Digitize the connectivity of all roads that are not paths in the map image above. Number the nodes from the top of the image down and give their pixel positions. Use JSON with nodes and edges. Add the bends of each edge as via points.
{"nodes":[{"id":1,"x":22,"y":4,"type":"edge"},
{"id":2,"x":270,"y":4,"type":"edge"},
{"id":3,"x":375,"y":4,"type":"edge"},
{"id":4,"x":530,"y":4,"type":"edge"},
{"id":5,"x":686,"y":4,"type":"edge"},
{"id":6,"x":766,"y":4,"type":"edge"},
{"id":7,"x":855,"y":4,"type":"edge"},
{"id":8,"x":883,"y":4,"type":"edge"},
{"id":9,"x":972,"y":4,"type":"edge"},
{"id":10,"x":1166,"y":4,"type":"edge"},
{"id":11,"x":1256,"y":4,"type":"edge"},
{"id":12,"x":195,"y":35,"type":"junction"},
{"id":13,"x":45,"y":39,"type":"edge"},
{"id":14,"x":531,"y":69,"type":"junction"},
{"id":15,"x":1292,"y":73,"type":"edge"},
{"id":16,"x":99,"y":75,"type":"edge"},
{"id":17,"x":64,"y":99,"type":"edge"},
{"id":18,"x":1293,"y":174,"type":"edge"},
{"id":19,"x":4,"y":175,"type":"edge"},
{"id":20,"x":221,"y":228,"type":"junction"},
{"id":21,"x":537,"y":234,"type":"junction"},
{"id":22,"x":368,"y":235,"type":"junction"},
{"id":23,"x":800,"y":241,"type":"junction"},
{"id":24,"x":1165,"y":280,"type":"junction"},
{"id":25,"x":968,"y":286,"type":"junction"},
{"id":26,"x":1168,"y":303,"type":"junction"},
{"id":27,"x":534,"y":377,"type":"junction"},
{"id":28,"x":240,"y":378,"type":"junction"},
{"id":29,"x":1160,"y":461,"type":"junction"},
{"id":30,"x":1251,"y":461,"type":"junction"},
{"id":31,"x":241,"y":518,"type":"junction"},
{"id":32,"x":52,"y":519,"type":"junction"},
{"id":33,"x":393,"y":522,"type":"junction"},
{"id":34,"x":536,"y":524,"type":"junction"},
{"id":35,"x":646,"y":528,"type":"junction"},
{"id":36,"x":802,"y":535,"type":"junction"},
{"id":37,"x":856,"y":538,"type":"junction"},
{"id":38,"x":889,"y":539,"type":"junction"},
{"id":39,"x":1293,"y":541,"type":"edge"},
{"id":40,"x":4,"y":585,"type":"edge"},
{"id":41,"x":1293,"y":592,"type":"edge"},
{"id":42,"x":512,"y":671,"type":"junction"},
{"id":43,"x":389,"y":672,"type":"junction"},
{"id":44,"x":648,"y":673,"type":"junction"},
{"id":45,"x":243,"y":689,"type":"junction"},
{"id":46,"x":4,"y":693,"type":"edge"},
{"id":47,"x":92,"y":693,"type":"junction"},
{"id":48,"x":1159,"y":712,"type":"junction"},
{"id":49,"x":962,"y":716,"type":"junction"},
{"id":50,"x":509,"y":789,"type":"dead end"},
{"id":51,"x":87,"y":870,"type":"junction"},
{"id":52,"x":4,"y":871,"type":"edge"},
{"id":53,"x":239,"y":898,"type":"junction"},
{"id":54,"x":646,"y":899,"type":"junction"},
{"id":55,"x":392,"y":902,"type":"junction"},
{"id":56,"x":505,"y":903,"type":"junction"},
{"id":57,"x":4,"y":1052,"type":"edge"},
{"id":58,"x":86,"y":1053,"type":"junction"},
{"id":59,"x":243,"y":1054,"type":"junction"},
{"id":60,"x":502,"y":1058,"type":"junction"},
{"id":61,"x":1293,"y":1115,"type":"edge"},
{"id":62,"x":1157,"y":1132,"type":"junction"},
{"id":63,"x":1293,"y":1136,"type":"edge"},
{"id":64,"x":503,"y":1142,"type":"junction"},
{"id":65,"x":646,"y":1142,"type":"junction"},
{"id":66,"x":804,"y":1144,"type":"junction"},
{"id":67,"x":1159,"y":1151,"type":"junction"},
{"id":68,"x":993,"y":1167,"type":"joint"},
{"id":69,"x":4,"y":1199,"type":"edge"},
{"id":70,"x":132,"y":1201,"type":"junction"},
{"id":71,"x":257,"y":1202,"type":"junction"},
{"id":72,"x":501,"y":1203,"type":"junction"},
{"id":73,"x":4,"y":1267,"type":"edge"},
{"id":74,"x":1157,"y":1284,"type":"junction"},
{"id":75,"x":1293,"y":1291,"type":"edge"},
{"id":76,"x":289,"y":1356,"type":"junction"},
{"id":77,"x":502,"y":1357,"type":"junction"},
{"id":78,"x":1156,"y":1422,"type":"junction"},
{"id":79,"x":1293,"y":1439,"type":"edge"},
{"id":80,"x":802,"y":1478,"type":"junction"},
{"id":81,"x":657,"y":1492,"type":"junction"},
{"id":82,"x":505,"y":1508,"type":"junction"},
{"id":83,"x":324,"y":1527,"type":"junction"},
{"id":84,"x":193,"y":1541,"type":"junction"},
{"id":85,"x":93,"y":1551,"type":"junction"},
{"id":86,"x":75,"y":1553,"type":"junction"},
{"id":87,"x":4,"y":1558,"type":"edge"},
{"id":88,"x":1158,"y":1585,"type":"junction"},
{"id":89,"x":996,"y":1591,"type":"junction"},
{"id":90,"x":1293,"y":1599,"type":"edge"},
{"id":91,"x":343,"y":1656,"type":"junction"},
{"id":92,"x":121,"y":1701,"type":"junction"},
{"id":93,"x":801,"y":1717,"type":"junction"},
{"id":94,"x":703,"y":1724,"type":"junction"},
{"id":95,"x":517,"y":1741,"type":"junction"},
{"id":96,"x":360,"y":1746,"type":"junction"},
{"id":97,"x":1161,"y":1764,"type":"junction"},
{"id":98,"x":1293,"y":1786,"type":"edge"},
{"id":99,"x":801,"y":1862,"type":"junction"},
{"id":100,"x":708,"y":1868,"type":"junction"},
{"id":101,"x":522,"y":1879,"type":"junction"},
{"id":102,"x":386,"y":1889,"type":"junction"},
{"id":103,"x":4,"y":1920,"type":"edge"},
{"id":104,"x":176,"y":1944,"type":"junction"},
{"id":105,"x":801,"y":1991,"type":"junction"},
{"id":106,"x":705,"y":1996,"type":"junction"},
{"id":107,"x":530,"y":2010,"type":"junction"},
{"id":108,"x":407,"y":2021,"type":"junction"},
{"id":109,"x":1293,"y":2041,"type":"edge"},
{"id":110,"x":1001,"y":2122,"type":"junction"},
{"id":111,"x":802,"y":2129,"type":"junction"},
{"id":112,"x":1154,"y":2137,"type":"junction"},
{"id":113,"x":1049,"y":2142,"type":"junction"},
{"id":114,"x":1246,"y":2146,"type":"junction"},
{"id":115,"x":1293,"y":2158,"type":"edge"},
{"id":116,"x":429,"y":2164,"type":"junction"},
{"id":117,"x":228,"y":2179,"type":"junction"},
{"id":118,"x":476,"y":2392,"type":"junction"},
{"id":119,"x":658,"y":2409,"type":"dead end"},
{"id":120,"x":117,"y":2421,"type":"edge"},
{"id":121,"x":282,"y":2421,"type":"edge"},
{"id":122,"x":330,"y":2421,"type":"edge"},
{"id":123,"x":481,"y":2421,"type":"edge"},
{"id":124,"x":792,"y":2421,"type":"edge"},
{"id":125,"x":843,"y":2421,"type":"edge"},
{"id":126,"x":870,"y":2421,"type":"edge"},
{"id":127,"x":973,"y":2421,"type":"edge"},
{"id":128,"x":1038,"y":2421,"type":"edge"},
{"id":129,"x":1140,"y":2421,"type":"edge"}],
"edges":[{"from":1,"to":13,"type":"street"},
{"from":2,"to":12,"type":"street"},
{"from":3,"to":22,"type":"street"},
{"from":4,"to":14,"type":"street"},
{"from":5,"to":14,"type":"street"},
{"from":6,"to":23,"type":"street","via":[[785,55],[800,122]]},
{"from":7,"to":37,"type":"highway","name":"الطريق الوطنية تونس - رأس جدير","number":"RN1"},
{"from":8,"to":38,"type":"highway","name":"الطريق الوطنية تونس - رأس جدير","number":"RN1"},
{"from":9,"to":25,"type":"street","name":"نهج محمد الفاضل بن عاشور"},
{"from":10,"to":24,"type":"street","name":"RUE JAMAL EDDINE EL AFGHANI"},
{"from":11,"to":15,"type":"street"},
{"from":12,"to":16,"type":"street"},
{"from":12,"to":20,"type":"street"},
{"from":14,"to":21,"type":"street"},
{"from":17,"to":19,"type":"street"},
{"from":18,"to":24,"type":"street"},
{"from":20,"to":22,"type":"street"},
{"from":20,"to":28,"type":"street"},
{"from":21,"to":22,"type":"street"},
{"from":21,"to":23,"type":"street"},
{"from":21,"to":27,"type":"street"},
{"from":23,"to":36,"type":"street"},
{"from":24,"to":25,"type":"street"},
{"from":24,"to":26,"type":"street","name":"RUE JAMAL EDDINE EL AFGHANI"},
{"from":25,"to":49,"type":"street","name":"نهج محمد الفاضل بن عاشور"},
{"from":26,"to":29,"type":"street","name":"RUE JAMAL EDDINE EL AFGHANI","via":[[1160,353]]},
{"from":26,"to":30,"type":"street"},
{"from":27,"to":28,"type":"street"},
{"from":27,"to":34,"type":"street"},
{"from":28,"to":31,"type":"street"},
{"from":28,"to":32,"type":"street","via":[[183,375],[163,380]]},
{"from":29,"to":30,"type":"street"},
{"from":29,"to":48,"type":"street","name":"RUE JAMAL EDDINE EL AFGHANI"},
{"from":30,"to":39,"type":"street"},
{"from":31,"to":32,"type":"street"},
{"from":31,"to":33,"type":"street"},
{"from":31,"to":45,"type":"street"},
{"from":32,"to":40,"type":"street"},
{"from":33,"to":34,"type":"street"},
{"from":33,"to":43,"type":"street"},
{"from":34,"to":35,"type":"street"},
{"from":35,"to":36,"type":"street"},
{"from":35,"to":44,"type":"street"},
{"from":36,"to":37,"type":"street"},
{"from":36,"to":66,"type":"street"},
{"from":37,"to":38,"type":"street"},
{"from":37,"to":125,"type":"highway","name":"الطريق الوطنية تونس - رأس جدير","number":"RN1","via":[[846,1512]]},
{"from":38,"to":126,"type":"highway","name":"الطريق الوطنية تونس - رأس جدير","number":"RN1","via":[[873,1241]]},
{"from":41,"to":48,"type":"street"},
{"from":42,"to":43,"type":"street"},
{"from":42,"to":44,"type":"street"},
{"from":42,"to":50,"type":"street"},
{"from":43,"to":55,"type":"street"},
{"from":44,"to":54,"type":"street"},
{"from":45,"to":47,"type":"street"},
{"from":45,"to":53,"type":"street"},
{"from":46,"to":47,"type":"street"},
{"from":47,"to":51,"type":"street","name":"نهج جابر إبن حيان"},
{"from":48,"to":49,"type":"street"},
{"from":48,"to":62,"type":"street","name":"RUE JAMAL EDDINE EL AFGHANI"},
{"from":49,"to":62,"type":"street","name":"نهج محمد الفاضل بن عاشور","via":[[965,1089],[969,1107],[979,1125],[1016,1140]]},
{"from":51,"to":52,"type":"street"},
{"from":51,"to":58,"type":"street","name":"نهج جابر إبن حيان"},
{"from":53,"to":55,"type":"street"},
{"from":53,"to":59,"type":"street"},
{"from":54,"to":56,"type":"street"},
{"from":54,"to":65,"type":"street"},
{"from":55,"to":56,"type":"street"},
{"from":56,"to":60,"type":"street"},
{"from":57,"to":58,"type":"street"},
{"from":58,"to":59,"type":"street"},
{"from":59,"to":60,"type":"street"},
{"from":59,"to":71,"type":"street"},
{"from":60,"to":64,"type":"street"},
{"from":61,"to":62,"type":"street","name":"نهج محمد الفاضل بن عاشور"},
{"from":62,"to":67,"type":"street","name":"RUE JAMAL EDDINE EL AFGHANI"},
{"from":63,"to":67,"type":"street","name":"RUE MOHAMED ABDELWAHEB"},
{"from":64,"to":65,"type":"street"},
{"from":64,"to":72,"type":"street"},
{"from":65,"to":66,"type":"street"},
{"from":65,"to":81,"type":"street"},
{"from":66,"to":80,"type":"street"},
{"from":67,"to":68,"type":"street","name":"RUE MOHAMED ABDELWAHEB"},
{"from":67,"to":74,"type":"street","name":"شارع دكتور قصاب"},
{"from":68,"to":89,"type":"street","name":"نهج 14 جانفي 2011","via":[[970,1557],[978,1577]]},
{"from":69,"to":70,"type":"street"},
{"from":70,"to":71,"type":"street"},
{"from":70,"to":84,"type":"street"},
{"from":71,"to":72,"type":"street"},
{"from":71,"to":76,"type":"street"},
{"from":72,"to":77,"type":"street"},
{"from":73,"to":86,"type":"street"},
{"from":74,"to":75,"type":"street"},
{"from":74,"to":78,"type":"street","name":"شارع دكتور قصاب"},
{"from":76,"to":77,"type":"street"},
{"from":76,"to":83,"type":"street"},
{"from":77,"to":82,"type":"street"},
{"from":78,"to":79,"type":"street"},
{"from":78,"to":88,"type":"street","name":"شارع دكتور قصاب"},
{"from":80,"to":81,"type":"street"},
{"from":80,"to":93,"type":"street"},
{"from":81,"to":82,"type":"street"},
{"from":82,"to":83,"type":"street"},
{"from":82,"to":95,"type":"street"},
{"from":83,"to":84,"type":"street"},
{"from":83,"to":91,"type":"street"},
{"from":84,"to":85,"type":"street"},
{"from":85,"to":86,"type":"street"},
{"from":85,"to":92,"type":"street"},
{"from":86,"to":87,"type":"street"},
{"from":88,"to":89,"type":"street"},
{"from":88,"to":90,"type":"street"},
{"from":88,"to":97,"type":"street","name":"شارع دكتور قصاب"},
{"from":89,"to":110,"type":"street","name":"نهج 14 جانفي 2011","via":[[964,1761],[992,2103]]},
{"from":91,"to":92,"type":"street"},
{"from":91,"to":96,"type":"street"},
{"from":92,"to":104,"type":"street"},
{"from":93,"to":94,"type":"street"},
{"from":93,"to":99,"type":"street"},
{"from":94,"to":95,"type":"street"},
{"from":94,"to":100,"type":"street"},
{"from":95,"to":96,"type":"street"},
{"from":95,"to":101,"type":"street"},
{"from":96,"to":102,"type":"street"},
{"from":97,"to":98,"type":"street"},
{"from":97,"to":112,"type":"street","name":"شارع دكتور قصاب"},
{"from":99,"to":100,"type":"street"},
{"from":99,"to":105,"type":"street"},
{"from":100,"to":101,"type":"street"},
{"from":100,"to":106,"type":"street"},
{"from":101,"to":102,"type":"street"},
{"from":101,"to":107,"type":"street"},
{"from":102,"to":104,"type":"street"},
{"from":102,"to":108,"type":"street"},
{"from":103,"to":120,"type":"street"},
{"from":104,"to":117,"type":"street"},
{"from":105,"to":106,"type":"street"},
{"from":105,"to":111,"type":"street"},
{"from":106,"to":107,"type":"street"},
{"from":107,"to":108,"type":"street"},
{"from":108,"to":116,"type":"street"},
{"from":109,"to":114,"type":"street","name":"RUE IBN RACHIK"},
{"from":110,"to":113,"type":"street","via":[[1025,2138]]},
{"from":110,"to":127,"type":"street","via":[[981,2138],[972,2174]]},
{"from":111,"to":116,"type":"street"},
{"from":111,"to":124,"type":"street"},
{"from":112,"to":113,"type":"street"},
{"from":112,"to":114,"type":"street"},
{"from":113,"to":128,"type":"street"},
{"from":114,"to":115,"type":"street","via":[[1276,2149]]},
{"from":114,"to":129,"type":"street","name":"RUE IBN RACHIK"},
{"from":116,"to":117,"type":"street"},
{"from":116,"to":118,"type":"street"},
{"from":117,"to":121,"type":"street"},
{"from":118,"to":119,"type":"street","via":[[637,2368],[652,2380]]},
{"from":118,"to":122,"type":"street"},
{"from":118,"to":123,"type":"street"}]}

○ ○ ○ ○

Sift through the entries and copy every line with "nodes".

Digitize the connectivity of all roads that are not paths in the map image above. Number the nodes from the top of the image down and give their pixel positions. Use JSON with nodes and edges. Add the bends of each edge as via points.
{"nodes":[{"id":1,"x":22,"y":4,"type":"edge"},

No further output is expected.